Job 7

¹ Is there not a warfare to man upon earth? and are not his days like the days of an hireling?

² As a servant that earnestly desireth the shadow, and as an hireling that looketh for his wages:

³ So am I made to possess months of vanity, and wearisome nights are appointed to me.

When I lie down, I say, When shall I arise? but the night is long; and I am full of tossings to and fro unto the dawning of the day.

My flesh is clothed with worms and clods of dust; my skin closeth up and breaketh out afresh.

My days are swifter than a weaver’s shuttle, and are spent without hope.

Oh remember that my life is wind: mine eye shall no more see good.

The eye of him that seeth me shall behold me no more: thine eyes shall be upon me, but I shall not be.

As the cloud is consumed and vanisheth away, so he that goeth down to Sheol shall come up no more.

¹⁰ He shall return no more to his house, neither shall his place know him any more.

¹¹ Therefore I will not refrain my mouth; I will speak in the anguish of my spirit; I will complain in the bitterness of my soul.

¹² Am I a sea, or a sea-monster, that thou settest a watch over me?

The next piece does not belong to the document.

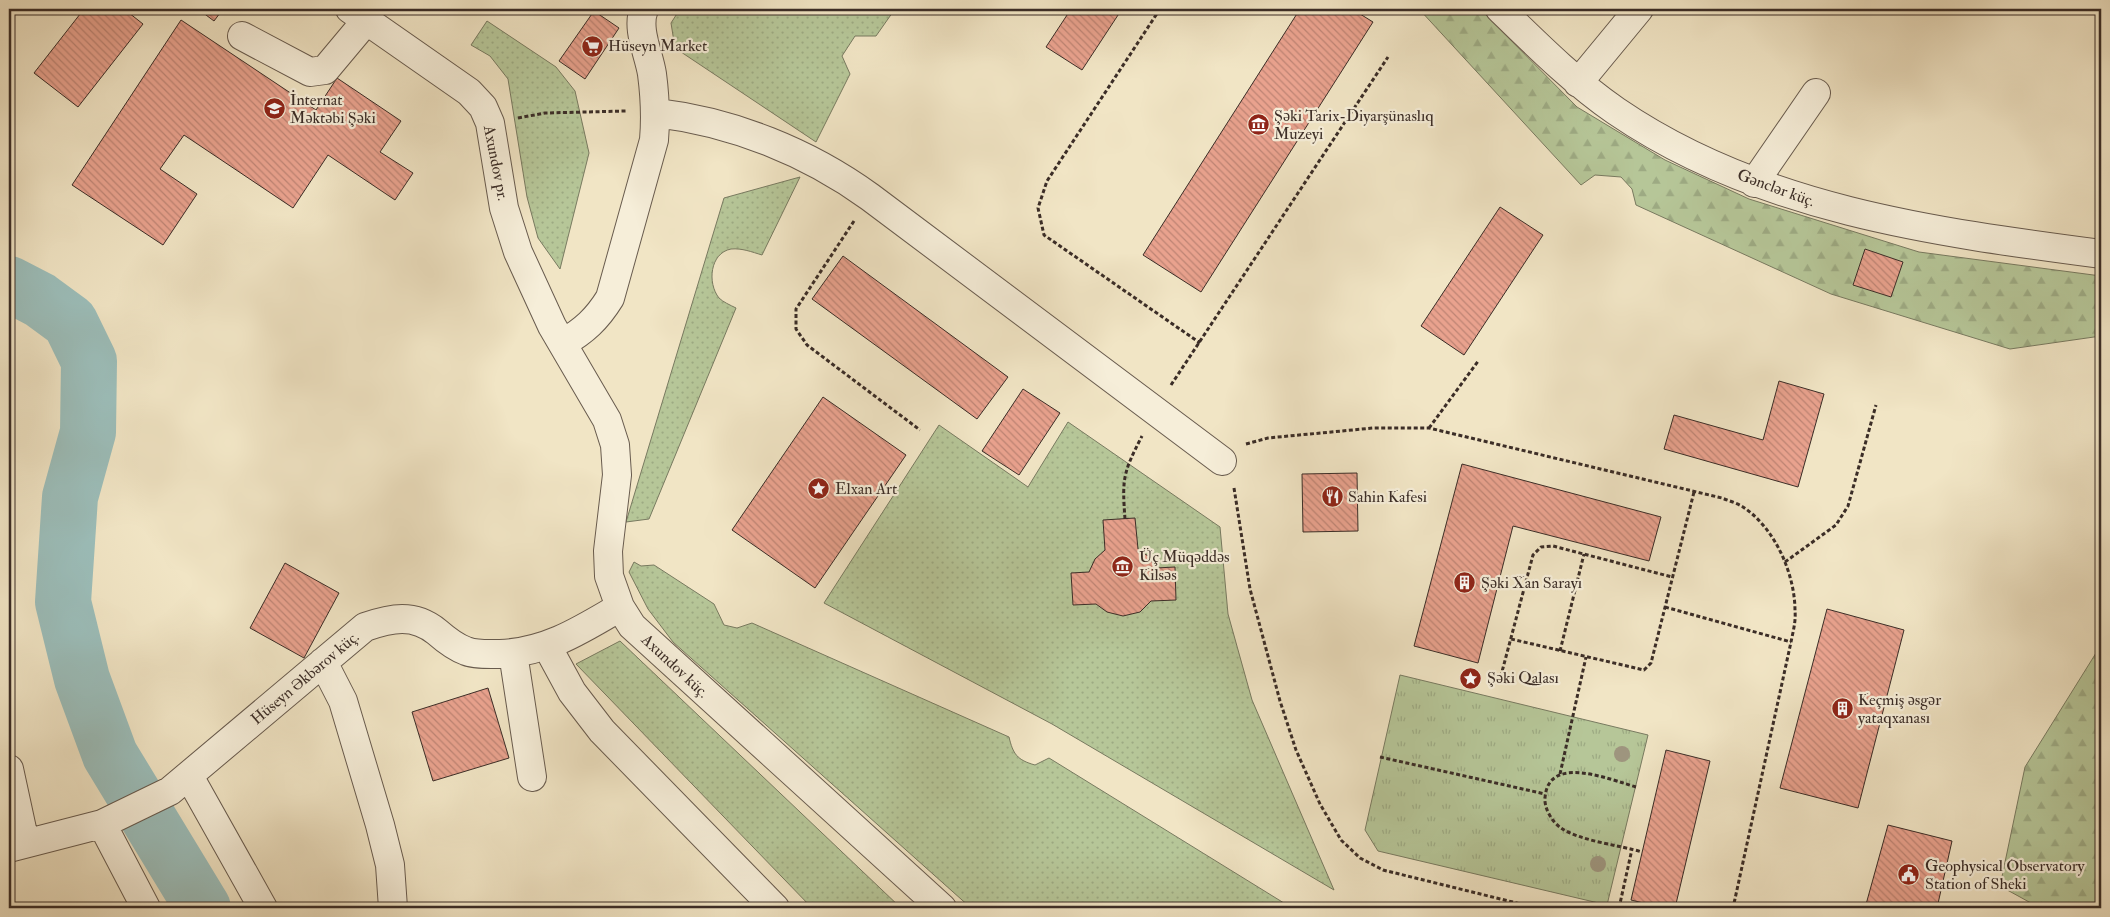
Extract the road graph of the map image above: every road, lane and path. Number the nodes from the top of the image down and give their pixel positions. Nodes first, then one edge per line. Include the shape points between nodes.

¹³ When I say, My bed shall comfort me, my couch shall ease my complaint;

¹⁴ Then thou scarest me with dreams, and terrifiest me through visions:

¹⁵ So that my soul chooseth strangling, and death rather than these my bones.

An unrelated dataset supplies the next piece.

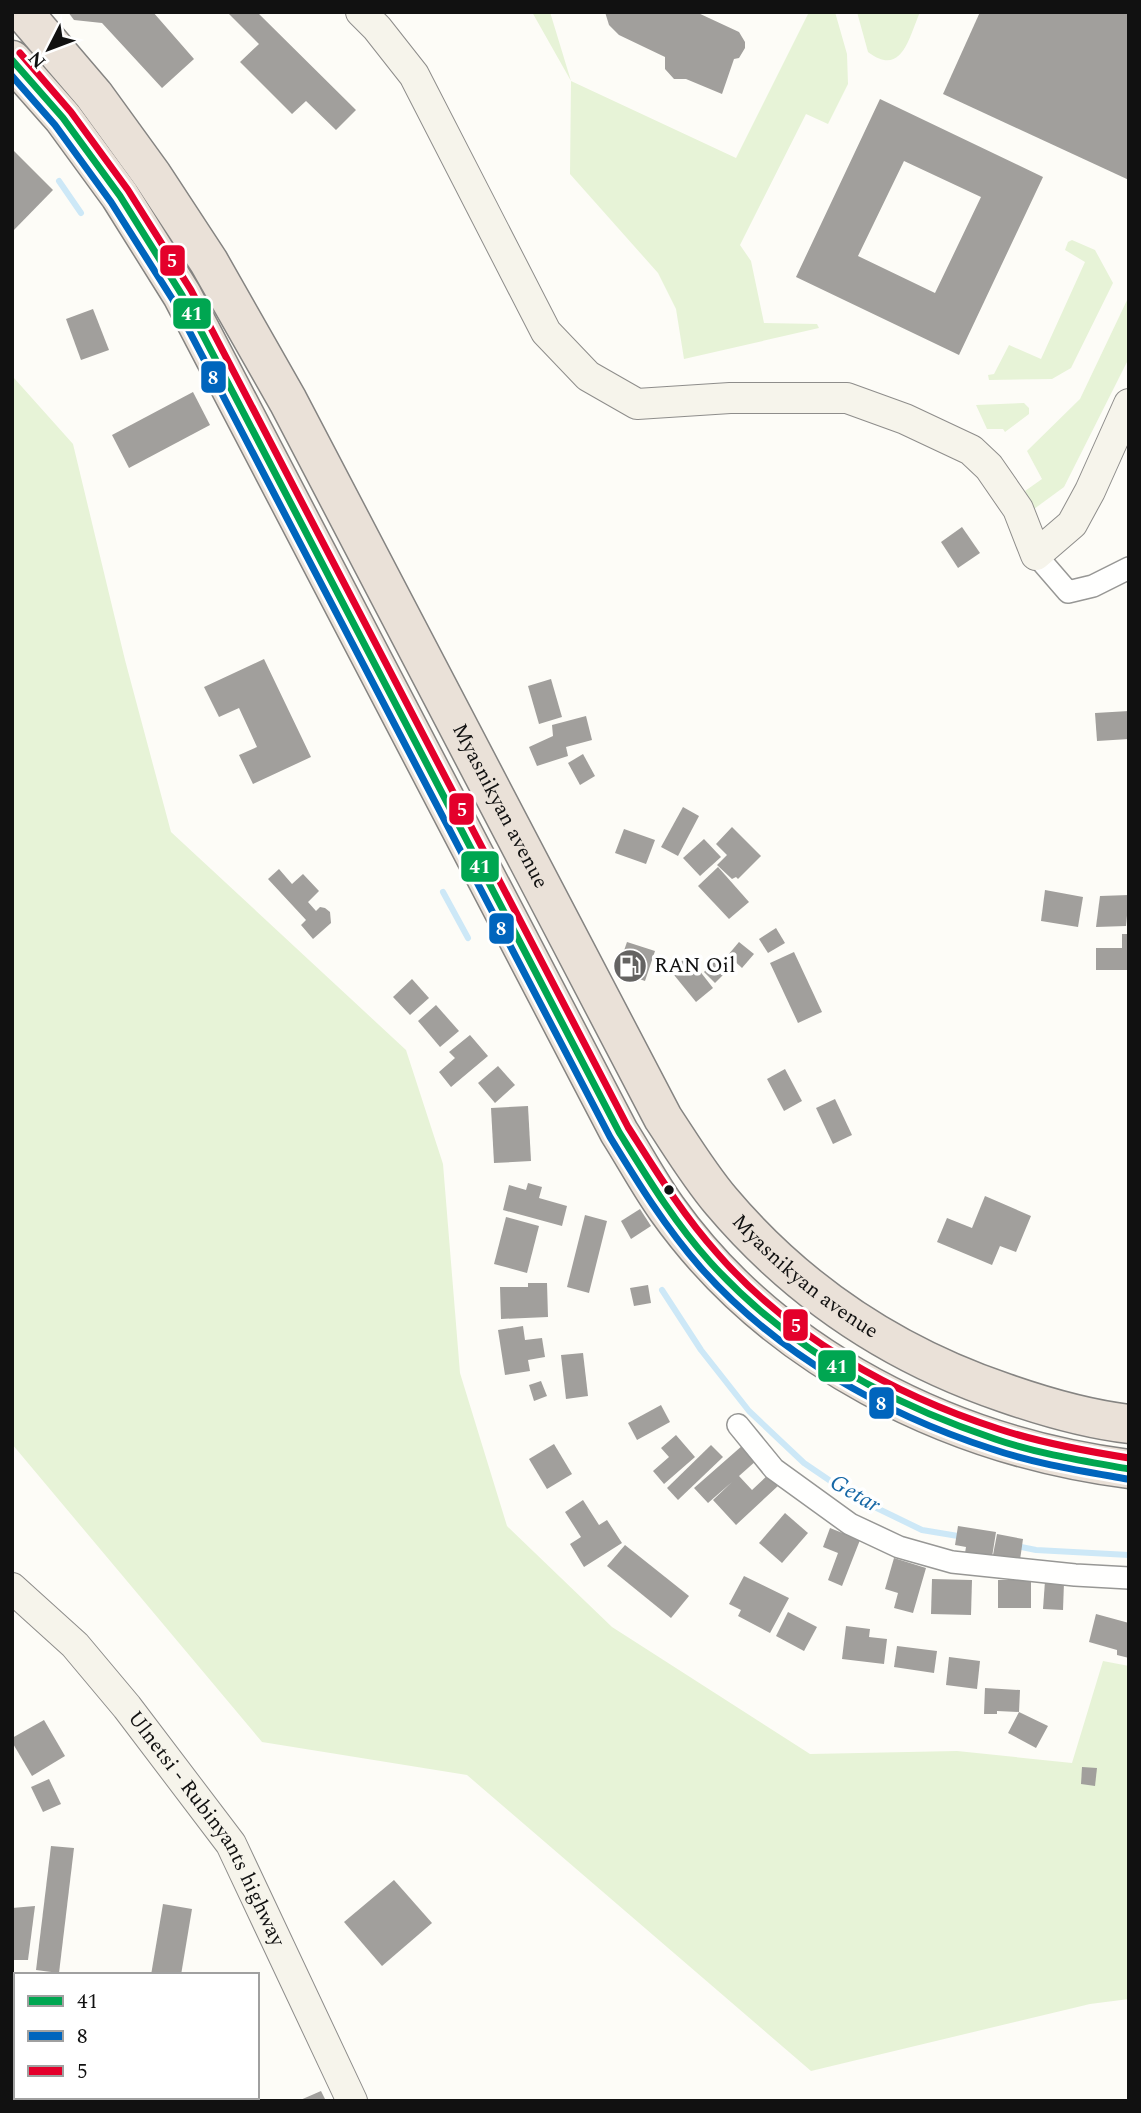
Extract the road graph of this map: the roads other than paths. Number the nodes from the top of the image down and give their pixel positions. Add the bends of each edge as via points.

¹⁶ I loathe my life; I would not live alway: let me alone; for my days are vanity.

¹⁷ What is man, that thou shouldest magnify him, and that thou shouldest set thine heart upon him,

¹⁸ And that thou shouldest visit him every morning, and try him every moment?

¹⁹ How long wilt thou not look away from me, nor let me alone till I swallow down my spittle?

²⁰ If I have sinned, what do I unto thee, O thou watcher of men? why hast thou set me as a mark for thee, so that I am a burden to myself?

²¹ And why dost thou not pardon my transgression, and take away mine iniquity? for now shall I lie down in the dust; and thou shall seek me diligently, but I shall not be.